Critter's Choice Small Animal Habitat 24"x12"x18" Incl 3 shelves - Small Animal Cages from Feedem UK

emily: victory:


----------



## pigglywiggly (Jul 19, 2008)

shavings are fine.
aubiose but they dont seem to dig as well in it.
bio cattolet cat litter
or that grey stuff.......still cant remember what its called. been and had a look, its megazorb

if you give a good handful off hay she`ll spend ages chewing it it, making beds, is good for the teeth, and it`ll get any grease out of her coat.
also less likely to show abnormal behavoir


----------



## emmilllyyy (Oct 9, 2010)

By the grey stuff do you mean carefresh or the back-2-nature pellets? I'll mix it in with hay too I'd just much rather not use aspen shavings as I lost a rat a few years back and it was a very horrible thing to see. He was having a fit/stroke and gorging himself with shavings and he eventually died, it was suh a horrible thing to watch, I've stayed clear of the stuff ever since


----------



## pigglywiggly (Jul 19, 2008)

megazorb.

tbh theres nowt wrong with a decent dust extracted shaving thats made from white wood.
mine are on thoroughbred shavings and live to a ripe old age, usually around 5 or so.


----------



## saxon (Feb 26, 2007)

Those are great for gerbils as you can get the top extenders as well.
That's the size I have my single female gerbil in but it already has the top on so she isn't bored.
I fill half the bottom with shavigs/hay/paper mix and she loves to dig in there and hide her food but she has the wire top for climbing about and looking around the room.
For any more than a single gerbil though I think they need a little more space so they don't argue!


----------



## SnickersTheFirst (Jul 19, 2011)

I use Megazorb with a bit of Timothy Hay sprinkled on top.

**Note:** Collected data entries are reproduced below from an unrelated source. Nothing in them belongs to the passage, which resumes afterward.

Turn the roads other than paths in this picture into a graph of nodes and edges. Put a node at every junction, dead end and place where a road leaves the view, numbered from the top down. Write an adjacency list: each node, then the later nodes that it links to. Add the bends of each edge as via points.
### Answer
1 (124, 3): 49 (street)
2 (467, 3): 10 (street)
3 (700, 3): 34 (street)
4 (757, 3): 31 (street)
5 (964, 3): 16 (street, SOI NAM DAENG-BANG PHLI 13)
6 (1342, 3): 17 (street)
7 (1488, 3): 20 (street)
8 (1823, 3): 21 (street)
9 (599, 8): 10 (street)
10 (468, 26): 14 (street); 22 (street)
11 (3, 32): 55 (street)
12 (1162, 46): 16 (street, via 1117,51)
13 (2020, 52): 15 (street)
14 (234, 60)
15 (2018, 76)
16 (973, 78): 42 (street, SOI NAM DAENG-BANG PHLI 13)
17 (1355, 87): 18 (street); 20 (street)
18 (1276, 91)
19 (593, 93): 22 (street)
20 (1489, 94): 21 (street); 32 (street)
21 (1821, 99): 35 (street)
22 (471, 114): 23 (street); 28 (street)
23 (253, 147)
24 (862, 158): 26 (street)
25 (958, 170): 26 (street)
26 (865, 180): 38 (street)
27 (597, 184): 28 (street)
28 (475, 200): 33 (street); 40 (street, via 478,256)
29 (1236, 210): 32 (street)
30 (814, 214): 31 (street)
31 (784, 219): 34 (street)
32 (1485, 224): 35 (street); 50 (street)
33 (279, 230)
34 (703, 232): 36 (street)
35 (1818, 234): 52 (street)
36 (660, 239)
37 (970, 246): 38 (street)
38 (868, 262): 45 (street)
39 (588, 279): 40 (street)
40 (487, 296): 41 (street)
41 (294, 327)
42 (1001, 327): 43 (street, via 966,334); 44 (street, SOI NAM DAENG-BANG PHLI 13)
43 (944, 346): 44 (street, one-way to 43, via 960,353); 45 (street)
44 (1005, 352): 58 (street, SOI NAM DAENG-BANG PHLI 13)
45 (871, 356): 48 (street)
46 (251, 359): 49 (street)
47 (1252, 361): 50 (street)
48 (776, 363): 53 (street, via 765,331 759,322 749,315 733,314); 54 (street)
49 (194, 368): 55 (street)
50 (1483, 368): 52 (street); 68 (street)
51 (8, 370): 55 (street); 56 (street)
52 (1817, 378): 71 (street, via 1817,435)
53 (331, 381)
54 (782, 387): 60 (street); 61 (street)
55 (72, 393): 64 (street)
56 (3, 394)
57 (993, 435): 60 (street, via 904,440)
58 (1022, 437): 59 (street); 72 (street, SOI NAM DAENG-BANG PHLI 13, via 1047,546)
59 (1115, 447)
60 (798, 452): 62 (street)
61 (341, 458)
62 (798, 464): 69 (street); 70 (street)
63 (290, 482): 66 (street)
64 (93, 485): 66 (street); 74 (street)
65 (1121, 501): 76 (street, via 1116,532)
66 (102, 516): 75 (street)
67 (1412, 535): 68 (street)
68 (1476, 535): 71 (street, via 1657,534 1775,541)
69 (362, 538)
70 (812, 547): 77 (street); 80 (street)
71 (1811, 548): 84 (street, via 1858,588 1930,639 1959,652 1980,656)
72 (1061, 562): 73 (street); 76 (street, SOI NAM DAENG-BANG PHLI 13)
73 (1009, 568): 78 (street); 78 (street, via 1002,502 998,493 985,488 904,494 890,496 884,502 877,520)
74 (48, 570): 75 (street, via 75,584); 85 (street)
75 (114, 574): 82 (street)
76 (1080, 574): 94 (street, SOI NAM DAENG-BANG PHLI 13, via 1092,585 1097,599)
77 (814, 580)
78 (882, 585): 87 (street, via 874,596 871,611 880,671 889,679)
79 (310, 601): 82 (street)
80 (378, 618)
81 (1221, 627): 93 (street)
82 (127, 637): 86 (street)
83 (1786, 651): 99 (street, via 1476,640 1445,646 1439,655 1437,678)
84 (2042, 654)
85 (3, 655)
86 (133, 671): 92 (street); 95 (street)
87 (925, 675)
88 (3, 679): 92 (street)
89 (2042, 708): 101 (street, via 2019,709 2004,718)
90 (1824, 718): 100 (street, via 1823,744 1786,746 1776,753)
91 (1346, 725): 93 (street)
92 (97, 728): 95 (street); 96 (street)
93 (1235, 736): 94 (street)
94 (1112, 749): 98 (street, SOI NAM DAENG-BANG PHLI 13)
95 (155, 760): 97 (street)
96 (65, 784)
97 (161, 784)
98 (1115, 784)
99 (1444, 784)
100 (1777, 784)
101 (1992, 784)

It's perfect for digging in, is cheap, absorbent and holds tunnels well. :2thumb:


----------



## giant snail (Oct 25, 2009)

my gerbils have just under 1 ft of shavings........ lots of straw to chew on which they soon chew down to tiny peices card board and they get a bit of wood big enough to dig under and chew which also helps make them tunnels......... never had shavings effect any animals iv had. never had an unhealthy gerbil they seem to alsmost be indestructable untill they reach the end of thier life when they are getting on. great little animals!


----------